Comparison of the Effect of Native 1,4-Naphthoquinones Plumbagin, Menadione, and Lawsone on Viability, Redox Status, and Mitochondrial Functions of C6 Glioblastoma Cells

Abstract

Background: 1,4-naphthoquinones, especially juglone, are known for their anticancer activity. However, plumbagin, lawsone, and menadione have been less investigated for these properties. Therefore, we aimed to determine the effects of plumbagin, lawsone, and menadione on C6 glioblastoma cell viability, ROS production, and mitochondrial function.

Methods: Cell viability was assessed spectrophotometrically using metabolic activity method, and by fluorescent Hoechst/propidium iodide nuclear staining. ROS generation was measured fluorometrically using DCFH-DA. Oxygen uptake rates were recorded by the high-resolution respirometer Oxygraph-2k.

Results: Plumbagin and menadione displayed highly cytotoxic activity on C6 cells (IC₅₀ is 7.7 ± 0.28 μM and 9.6 ± 0.75 μM, respectively) and caused cell death by necrosis. Additionally, they increased the amount of intracellular ROS in a concentration-dependent manner. Moreover, even at very small concentrations (1-3 µM), these compounds significantly uncoupled mitochondrial oxidation from phosphorylation impairing energy production in cells. Lawsone had significantly lower viability decreasing and mitochondria-uncoupling effect, and exerted strong antioxidant activity.

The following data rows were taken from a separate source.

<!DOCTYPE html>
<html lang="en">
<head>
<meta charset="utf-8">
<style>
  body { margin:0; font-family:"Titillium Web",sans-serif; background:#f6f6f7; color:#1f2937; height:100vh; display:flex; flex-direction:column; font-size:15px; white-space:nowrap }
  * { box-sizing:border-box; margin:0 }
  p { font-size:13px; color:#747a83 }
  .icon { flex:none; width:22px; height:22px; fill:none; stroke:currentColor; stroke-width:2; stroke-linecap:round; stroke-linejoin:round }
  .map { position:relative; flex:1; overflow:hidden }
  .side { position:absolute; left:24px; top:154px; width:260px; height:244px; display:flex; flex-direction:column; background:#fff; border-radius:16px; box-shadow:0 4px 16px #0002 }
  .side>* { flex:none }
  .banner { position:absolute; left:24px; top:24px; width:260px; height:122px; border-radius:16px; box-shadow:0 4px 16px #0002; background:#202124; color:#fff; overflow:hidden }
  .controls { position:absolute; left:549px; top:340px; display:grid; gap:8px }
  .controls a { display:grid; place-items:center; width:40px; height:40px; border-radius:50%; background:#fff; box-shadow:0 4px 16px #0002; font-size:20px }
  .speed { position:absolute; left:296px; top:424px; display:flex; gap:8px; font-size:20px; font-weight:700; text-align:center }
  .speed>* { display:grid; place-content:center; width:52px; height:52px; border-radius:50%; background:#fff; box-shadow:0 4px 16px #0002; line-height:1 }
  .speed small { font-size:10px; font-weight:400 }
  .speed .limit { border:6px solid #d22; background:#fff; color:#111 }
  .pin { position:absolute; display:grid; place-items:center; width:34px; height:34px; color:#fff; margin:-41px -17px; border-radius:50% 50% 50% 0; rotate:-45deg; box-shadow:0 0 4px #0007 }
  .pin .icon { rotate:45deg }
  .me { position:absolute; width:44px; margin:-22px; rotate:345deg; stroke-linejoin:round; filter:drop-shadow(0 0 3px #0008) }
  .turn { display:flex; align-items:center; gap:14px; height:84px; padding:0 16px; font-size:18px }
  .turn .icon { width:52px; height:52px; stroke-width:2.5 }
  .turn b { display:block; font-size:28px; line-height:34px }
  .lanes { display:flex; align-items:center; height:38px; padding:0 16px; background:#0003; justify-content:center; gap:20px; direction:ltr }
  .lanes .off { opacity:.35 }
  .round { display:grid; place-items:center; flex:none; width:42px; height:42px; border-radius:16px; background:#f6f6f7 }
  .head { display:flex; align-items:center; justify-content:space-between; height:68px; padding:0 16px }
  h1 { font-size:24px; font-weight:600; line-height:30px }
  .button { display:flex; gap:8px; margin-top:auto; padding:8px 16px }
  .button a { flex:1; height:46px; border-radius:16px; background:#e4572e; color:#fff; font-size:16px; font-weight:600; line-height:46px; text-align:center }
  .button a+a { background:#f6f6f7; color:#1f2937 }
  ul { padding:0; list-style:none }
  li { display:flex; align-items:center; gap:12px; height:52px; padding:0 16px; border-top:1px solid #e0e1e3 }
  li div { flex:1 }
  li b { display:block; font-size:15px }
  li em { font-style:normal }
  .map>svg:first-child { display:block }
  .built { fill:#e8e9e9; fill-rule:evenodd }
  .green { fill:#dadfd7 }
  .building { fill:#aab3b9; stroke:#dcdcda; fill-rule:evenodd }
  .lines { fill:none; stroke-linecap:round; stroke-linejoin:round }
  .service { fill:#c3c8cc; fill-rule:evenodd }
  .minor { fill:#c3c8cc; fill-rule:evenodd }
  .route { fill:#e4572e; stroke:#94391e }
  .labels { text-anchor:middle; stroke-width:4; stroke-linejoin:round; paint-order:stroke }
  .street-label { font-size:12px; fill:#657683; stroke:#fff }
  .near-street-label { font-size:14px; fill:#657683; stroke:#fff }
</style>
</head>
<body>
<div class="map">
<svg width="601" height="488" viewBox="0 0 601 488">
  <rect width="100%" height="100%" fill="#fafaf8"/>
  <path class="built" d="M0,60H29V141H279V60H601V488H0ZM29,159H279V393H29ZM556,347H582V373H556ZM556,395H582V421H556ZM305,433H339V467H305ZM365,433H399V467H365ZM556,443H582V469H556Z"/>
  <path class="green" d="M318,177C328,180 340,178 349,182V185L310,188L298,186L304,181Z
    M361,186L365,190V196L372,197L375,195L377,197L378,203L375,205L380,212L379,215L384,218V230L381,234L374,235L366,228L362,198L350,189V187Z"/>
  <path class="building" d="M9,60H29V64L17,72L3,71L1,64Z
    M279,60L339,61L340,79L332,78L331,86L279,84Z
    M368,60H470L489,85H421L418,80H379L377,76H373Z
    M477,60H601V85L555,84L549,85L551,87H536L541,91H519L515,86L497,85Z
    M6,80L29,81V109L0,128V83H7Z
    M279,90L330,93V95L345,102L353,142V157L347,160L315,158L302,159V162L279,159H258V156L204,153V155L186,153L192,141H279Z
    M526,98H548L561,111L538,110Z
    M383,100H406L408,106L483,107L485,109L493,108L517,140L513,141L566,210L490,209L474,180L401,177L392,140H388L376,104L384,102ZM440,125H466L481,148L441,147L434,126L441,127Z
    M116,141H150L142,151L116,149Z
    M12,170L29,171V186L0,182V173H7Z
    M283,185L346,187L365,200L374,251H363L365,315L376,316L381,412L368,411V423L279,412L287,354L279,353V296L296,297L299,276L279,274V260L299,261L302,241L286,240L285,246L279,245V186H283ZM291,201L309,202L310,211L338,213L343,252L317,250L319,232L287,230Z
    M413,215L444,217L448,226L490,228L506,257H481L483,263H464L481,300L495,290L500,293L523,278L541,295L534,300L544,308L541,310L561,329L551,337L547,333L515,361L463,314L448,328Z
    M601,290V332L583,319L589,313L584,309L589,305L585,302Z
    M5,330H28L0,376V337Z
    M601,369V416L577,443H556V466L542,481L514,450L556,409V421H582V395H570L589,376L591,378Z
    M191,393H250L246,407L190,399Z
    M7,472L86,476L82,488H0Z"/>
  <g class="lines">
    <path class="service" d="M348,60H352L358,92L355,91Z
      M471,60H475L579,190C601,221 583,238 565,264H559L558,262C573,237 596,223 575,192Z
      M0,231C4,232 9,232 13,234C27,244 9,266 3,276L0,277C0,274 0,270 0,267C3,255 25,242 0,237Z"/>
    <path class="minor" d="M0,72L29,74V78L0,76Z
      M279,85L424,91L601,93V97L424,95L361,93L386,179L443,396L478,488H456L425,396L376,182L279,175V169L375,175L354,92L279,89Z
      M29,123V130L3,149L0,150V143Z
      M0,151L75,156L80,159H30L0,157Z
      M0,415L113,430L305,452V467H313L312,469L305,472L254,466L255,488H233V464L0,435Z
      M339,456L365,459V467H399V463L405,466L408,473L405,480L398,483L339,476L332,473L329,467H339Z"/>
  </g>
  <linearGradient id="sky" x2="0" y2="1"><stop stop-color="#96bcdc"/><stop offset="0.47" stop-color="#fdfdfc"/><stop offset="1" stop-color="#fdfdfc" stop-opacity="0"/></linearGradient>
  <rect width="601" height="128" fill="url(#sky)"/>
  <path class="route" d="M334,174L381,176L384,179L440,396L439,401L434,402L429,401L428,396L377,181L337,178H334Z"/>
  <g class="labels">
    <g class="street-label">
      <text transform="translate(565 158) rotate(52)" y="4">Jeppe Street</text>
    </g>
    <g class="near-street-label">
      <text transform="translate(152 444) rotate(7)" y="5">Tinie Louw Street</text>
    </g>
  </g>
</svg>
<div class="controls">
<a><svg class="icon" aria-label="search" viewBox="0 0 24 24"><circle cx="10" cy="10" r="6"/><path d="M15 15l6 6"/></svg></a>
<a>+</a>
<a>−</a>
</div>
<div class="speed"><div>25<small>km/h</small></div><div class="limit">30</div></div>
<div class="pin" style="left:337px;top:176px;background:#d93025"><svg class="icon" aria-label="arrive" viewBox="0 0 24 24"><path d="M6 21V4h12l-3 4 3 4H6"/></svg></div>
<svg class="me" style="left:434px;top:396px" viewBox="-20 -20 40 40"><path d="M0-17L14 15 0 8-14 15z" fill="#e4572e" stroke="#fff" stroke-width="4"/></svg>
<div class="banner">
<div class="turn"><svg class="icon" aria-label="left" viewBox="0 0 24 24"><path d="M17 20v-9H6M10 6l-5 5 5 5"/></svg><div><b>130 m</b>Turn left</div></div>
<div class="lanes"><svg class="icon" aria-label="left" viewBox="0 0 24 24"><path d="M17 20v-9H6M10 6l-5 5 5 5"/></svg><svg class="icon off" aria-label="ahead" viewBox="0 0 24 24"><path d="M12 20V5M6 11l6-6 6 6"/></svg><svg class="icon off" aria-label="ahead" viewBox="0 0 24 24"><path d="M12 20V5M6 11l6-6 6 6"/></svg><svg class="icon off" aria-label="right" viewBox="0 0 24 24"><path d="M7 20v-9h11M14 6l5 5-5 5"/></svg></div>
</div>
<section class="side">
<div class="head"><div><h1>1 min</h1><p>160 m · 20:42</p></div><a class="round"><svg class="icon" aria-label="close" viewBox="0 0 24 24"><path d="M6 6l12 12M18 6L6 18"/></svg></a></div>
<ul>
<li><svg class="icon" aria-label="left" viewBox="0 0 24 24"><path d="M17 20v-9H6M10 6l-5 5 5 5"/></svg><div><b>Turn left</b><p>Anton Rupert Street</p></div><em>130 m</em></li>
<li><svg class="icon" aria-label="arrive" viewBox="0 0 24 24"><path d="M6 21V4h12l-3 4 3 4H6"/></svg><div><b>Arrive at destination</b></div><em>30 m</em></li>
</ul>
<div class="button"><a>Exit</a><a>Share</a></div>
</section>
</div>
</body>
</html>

Conclusions: Plumbagin and menadione exhibit strong prooxidant, mitochondrial oxidative phosphorylation uncoupling and cytotoxic activity. In contrast, lawsone demonstrates a moderate effect on C6 cell viability and mitochondrial functions, and possesses strong antioxidant properties.

Keywords: C6 glioma cell culture; lawsone; menadione; mitochondrial respiration; plumbagin; reactive oxygen species.

Figure 1

Structural formula of 1,4-naphthoquinones.

Figure 2

Effects of different concentrations of (A) plumbagin, (B) menadione, and (C) lawsone on the viability of C6 cells. Cell viability was assessed using (1) the MTT method and (2) double-staining with Hoechst 33342 and propidium iodide (PI). Hoechst 33342-positive cells, but lacking PI staining, were considered viable cells. PI-stained cells were considered necrotic. Data are presented as means of the percentage of the total cell number per micrograph ± SE (n = 5). * p < 0.05 versus control.

Figure 3

Effects of different concentrations of (A) plumbagin, (B) menadione, and (C) lawsone on intracellular ROS concentration. C6 cells were pre-treated with 10 μM DCFH-DA and then incubated with different concentrations of investigated compounds. Fluorescence intensity, which is proportional to the intracellular ROS concentration, was detected by a fluorometer at excitation and emission wavelengths of 544 and 590 nm, respectively. Data are presented as means of the percentage of control cells ± SE (n = 5). * p < 0.05 versus control.

Figure 4

Effects of different concentrations of plumbagin and ascorbate on the viability of C6 cells. C6 cells were treated with 5 µM and 15 µM concentrations of plumbagin and 100 µM and 250 µM of ascorbate for 24 h. Cell viability was assessed using the MTT method (for details, see the Materials and Methods). Data are presented as means of the percentage of the untreated control cells ± SE (n = 3). * p < 0.05 versus control.